Background: Selective serotonin reuptake inhibitors (SSRIs) and venlafaxine have been regarded as less toxic in overdose than tricyclic antidepressants (TCAs). Within the TCAs, dothiepin has greater toxicity. Venlafaxine may be more toxic than SSRIs. Aim: To assess the toxicity in overdose of venlafaxine and SSRIs compared to TCAs, and of dothiepin compared to other TCAs. Design: Cohort study of prospectively collected data from the Hunter area, NSW, Australia. Methods: First admissions with antidepressant deliberate self-poisoning (DSP) (November 1994 to April 2000) were identified; the presence of seizures, life-threatening arrhythmias, coma, serotonin toxicity or ICU admission, and QRS duration were noted. Results: There were 538 admissions, with no deaths. The odds ratio (OR) for seizures with dothiepin vs. other TCAs was 3.4 (95% CI 1.2-9.9). Seizures occurred in 7/51 (14%) venlafaxine overdoses; all patients with seizures consumed ≥, 900 mg. The OR for seizures vs. TCAs was 4.4 (95% CI 1.4-13.8). Coma was less likely with venlafaxine and SSRIs. SSRIs, but not venlafaxine, were less likely to prolong the QRS to ≥, 100 ms. ICU admission was less likely for SSRIs.
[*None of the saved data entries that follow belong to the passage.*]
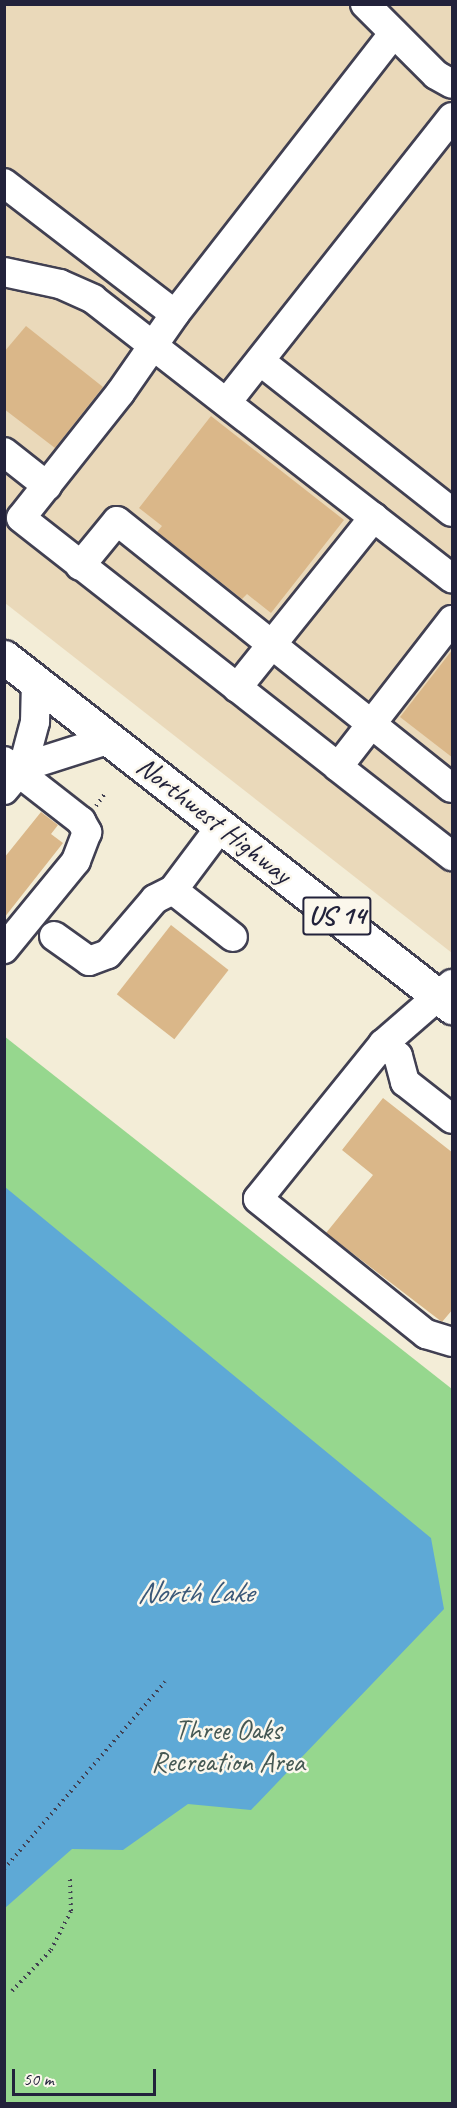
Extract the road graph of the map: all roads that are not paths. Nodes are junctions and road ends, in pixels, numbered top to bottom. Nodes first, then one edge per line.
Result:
1 (365, 4) edge
2 (394, 33) junction
3 (453, 84) edge
4 (453, 117) edge
5 (4, 183) edge
6 (4, 272) edge
7 (175, 314) junction
8 (152, 342) junction
9 (260, 361) junction
10 (227, 402) junction
11 (4, 452) edge
12 (47, 486) junction
13 (13, 512) edge
14 (453, 512) edge
15 (374, 517) junction
16 (80, 566) junction
17 (453, 578) edge
18 (449, 630) edge
19 (273, 645) junction
20 (4, 657) edge
21 (36, 681) junction
22 (237, 688) junction
23 (371, 724) junction
24 (111, 739) junction
25 (338, 767) junction
26 (13, 773) edge
27 (453, 788) edge
28 (221, 826) junction
29 (85, 843) junction
30 (453, 856) edge
31 (172, 890) junction
32 (4, 928) edge
33 (54, 936) dead end
34 (233, 937) dead end
35 (4, 949) edge
36 (449, 996) edge
37 (384, 1044) junction
38 (453, 1119) edge
39 (450, 1345) edge

1 - 2 lane
2 - 3 lane
2 - 7 lane
4 - 9 lane
5 - 7 lane
6 - 8 lane
7 - 8 lane
8 - 10 lane
8 - 12 lane
9 - 10 lane
9 - 14 lane
10 - 15 lane
11 - 12 lane
12 - 13 lane
13 - 16 lane
15 - 17 lane
15 - 19 lane
16 - 19 lane
16 - 22 lane
18 - 23 lane
19 - 22 lane
19 - 23 lane
20 - 21 main road, Northwest Highway / US 14
21 - 24 main road, Northwest Highway / US 14
21 - 26 lane
22 - 25 lane
23 - 25 lane
23 - 27 lane
24 - 26 lane
24 - 28 main road, Northwest Highway / US 14
25 - 30 lane
26 - 29 lane
28 - 31 lane
28 - 36 main road, Northwest Highway / US 14
29 - 32 lane
29 - 35 lane
31 - 33 lane
31 - 34 lane
36 - 37 lane
37 - 38 lane
37 - 39 lane

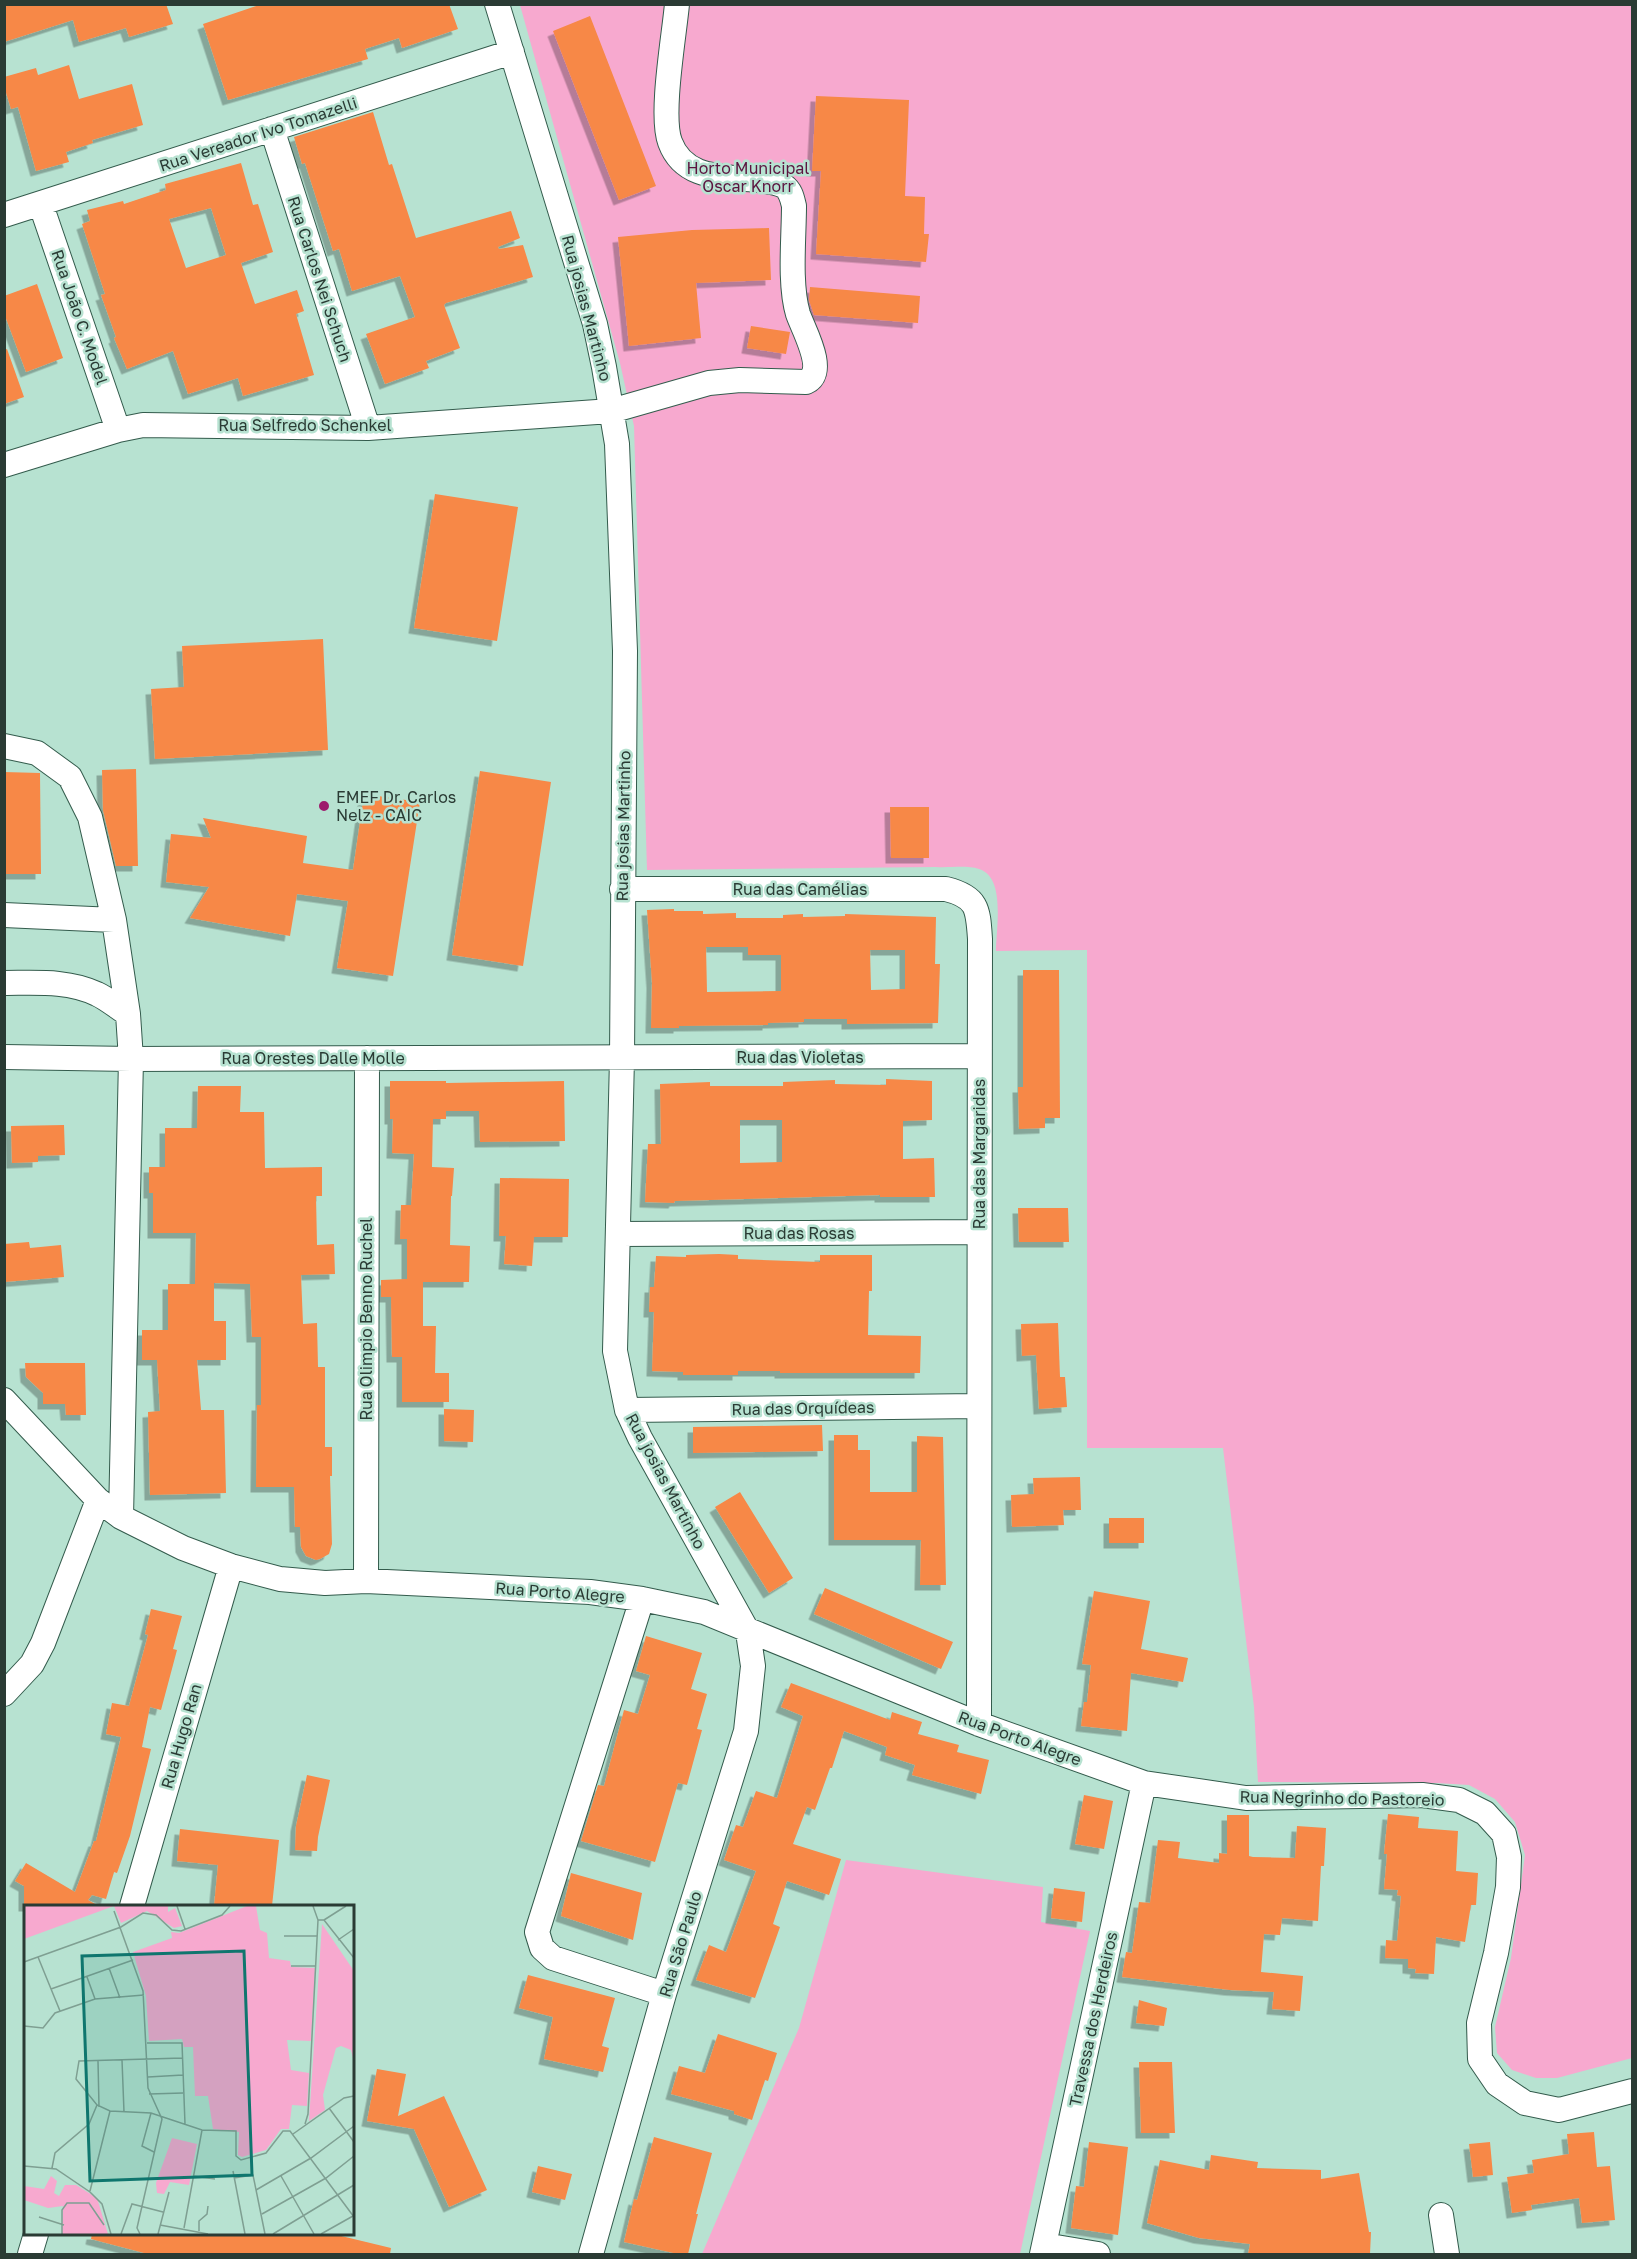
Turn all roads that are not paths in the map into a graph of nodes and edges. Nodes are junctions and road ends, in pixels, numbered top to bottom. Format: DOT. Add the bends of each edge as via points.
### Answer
graph roads {
  1 [pos="497,4"];
  2 [pos="677,4"];
  3 [pos="512,52"];
  4 [pos="272,129"];
  5 [pos="41,205"];
  6 [pos="4,215"];
  7 [pos="612,411"];
  8 [pos="368,428"];
  9 [pos="118,430"];
  10 [pos="4,465"];
  11 [pos="4,746"];
  12 [pos="622,889"];
  13 [pos="974,903"];
  14 [pos="4,915"];
  15 [pos="114,920"];
  16 [pos="4,983"];
  17 [pos="128,1014"];
  18 [pos="4,1056"];
  19 [pos="979,1056"];
  20 [pos="367,1058"];
  21 [pos="622,1058"];
  22 [pos="131,1059"];
  23 [pos="979,1232"];
  24 [pos="619,1234"];
  25 [pos="4,1400"];
  26 [pos="978,1406"];
  27 [pos="627,1410"];
  28 [pos="98,1500"];
  29 [pos="121,1516"];
  30 [pos="231,1566"];
  31 [pos="366,1581"];
  32 [pos="642,1599"];
  33 [pos="748,1632"];
  34 [pos="4,1694"];
  35 [pos="979,1724"];
  36 [pos="1144,1783"];
  37 [pos="132,1905"];
  38 [pos="664,1994"];
  39 [pos="1632,2091"];
  40 [pos="1441,2215"];
  41 [pos="36,2235"];
  42 [pos="1043,2250"];
  43 [pos="30,2254"];
  44 [pos="591,2254"];
  45 [pos="1098,2254"];
  46 [pos="1447,2254"];
  1 -- 3 [label="street, Rua josias Martinho"];
  2 -- 7 [label="street, Rua Selfredo Schenkel" via="666,114 670,141 682,163 703,174 773,182 791,194 794,297 813,349 813,374 806,382 709,383"];
  3 -- 4 [label="street, Rua Vereador Ivo Tomazelli"];
  3 -- 7 [label="street, Rua josias Martinho" via="594,324"];
  4 -- 5 [label="street, Rua Vereador Ivo Tomazelli"];
  4 -- 8 [label="street, Rua Carlos Nei Schuch"];
  5 -- 6 [label="street, Rua Vereador Ivo Tomazelli"];
  5 -- 9 [label="street, Rua João C. Model"];
  7 -- 8 [label="street, Rua Selfredo Schenkel"];
  7 -- 12 [label="street, Rua josias Martinho" via="617,444 625,651"];
  8 -- 9 [label="street, Rua Selfredo Schenkel" via="192,424"];
  9 -- 10 [label="street, Rua Selfredo Schenkel"];
  11 -- 15 [label="street" via="37,753 70,777 90,817"];
  12 -- 13 [label="street, Rua das Camélias" via="946,889 962,893"];
  12 -- 21 [label="street, Rua josias Martinho"];
  13 -- 19 [label="street, Rua das Margaridas" via="980,939"];
  14 -- 15 [label="street"];
  15 -- 17 [label="street"];
  16 -- 17 [label="street" via="74,986 97,994"];
  17 -- 22 [label="street"];
  18 -- 22 [label="street, Rua Orestes Dalle Molle"];
  19 -- 21 [label="street, Rua das Violetas"];
  19 -- 23 [label="street, Rua das Margaridas"];
  20 -- 21 [label="street, Rua Orestes Dalle Molle"];
  20 -- 22 [label="street, Rua Orestes Dalle Molle"];
  20 -- 31 [label="street, Rua Olimpio Benno Ruchel"];
  21 -- 24 [label="street, Rua josias Martinho"];
  22 -- 29 [label="street"];
  23 -- 24 [label="street, Rua das Rosas"];
  23 -- 26 [label="street, Rua das Margaridas"];
  24 -- 27 [label="street, Rua josias Martinho" via="615,1351"];
  25 -- 28 [label="street, Rua Porto Alegre"];
  26 -- 27 [label="street, Rua das Orquídeas"];
  26 -- 35 [label="street, Rua das Margaridas"];
  27 -- 33 [label="street, Rua josias Martinho"];
  28 -- 29 [label="street, Rua Porto Alegre"];
  28 -- 34 [label="street" via="43,1643 32,1664"];
  29 -- 30 [label="street, Rua Porto Alegre" via="183,1548"];
  30 -- 31 [label="street, Rua Porto Alegre" via="280,1579"];
  30 -- 37 [label="street, Rua Hugo Ran"];
  31 -- 32 [label="street, Rua Porto Alegre" via="590,1592"];
  32 -- 33 [label="street, Rua Porto Alegre" via="704,1612"];
  32 -- 38 [label="street" via="537,1932 542,1948 553,1958"];
  33 -- 35 [label="street, Rua Porto Alegre"];
  33 -- 38 [label="street, Rua São Paulo" via="753,1666 746,1731"];
  35 -- 36 [label="street, Rua Porto Alegre"];
  36 -- 39 [label="street, Rua Negrinho do Pastoreio" via="1246,1798 1422,1795 1459,1800 1485,1814 1504,1834 1509,1857 1508,1887 1479,2024 1480,2059 1497,2084 1526,2103 1559,2110"];
  36 -- 42 [label="street, Travessa dos Herdeiros"];
  38 -- 44 [label="street, Rua São Paulo"];
  40 -- 46 [label="street"];
  41 -- 43 [label="street"];
  42 -- 45 [label="street"];
}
Serotonin toxicity was much more common with venlafaxine and SSRIs. Discussion: Venlafaxine and dothiepin are proconvulsant in overdose. Venlafaxine is more likely to cause serotonin toxicity, but less likely to cause coma than TCAs. SSRIs are less likely to cause coma, require ICU admission, or prolong the QRS, but are more likely to cause serotonin toxicity. Antidepressants other than TCAs or venlafaxine should be considered in patients at risk of seizure or suicide.